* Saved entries
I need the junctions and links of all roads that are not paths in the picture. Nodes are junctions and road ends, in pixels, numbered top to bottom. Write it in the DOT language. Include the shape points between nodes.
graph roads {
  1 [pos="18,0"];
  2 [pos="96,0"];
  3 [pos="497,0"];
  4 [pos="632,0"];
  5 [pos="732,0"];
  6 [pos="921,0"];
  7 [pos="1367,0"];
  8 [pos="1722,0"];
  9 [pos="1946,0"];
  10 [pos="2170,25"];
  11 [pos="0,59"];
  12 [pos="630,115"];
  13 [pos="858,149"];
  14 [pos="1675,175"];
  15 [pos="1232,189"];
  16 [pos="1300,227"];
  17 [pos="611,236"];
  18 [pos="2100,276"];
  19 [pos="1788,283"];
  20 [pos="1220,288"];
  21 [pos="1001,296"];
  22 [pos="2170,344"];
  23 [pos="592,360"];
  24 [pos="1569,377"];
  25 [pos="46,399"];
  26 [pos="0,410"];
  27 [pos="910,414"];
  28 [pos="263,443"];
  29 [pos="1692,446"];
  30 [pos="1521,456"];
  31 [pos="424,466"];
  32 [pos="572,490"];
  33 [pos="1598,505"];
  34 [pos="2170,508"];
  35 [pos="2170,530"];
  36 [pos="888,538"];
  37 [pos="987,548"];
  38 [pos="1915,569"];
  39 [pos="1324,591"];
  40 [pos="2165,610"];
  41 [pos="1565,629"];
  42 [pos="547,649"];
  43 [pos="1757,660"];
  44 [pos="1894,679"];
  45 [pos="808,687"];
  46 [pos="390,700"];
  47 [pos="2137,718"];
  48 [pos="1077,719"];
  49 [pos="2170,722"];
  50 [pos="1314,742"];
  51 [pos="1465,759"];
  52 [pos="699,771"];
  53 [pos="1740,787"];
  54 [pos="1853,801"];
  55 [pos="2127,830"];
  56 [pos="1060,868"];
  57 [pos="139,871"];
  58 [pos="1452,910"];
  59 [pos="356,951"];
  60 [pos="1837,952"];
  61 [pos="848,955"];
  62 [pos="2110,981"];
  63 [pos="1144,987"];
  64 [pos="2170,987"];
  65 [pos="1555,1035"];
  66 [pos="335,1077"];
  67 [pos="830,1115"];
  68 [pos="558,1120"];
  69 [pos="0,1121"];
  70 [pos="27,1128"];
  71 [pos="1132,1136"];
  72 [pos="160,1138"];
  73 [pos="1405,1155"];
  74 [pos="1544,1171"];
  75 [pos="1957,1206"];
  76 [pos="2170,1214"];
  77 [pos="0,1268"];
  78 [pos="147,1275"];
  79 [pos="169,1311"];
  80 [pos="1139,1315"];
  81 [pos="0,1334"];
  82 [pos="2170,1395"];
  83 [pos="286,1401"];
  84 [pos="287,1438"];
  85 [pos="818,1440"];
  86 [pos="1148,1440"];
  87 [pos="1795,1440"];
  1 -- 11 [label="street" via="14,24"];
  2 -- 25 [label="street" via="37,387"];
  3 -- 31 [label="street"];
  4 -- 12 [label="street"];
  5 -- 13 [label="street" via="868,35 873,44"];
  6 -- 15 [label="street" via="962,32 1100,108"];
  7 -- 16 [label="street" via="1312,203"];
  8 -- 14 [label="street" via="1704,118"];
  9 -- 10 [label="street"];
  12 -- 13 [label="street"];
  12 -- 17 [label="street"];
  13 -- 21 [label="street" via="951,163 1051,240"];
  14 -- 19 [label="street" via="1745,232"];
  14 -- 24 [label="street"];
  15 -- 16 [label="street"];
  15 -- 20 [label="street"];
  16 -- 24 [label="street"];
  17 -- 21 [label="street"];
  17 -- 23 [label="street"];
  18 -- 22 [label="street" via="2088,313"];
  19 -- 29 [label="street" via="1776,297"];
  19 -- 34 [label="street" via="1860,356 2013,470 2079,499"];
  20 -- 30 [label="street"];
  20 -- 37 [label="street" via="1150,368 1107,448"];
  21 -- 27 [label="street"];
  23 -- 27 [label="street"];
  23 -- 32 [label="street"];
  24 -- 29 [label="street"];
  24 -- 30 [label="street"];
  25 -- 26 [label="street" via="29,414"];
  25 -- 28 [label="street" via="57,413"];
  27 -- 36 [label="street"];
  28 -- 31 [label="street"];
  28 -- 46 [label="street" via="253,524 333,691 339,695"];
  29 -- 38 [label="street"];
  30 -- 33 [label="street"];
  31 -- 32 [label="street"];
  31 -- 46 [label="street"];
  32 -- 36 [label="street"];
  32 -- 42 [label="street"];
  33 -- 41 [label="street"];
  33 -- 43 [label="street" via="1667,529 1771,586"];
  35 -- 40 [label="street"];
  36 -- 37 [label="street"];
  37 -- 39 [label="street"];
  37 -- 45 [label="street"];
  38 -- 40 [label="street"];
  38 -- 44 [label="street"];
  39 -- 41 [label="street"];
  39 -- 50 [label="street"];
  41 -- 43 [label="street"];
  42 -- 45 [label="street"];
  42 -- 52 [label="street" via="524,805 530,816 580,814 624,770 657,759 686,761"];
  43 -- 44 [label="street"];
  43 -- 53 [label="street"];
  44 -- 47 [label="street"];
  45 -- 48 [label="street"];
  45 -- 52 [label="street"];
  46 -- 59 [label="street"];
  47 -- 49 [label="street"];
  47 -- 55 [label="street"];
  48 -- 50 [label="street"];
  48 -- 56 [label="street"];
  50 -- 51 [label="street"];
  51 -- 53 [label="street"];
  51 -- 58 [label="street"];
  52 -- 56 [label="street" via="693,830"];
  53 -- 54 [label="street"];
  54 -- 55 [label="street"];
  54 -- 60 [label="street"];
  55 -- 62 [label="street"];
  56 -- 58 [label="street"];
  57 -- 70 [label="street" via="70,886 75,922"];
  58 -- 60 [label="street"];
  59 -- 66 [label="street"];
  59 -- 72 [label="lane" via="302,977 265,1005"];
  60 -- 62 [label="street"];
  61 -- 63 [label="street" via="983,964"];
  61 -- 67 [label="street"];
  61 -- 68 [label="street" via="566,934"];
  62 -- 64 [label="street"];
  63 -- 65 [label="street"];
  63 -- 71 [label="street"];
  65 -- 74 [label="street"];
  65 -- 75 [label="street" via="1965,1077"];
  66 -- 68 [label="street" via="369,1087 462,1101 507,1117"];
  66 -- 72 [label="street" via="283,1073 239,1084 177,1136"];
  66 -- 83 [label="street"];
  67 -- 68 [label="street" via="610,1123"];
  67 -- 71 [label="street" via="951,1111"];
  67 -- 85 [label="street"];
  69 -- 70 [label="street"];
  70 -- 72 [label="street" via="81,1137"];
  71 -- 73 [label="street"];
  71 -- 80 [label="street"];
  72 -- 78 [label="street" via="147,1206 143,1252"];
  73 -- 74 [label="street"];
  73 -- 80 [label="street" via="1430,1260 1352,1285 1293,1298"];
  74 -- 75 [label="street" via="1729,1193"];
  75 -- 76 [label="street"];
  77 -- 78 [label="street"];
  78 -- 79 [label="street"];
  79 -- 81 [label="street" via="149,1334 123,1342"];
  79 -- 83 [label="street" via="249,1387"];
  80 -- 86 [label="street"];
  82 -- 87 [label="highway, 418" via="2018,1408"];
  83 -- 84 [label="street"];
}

* Problem to work on
Which lines above include the word "roads"? Show each one.

* Problem solution
I need the junctions and links of all roads that are not paths in the picture. Nodes are junctions and road ends, in pixels, numbered top to bottom. Write it in the DOT language. Include the shape points between nodes.
graph roads {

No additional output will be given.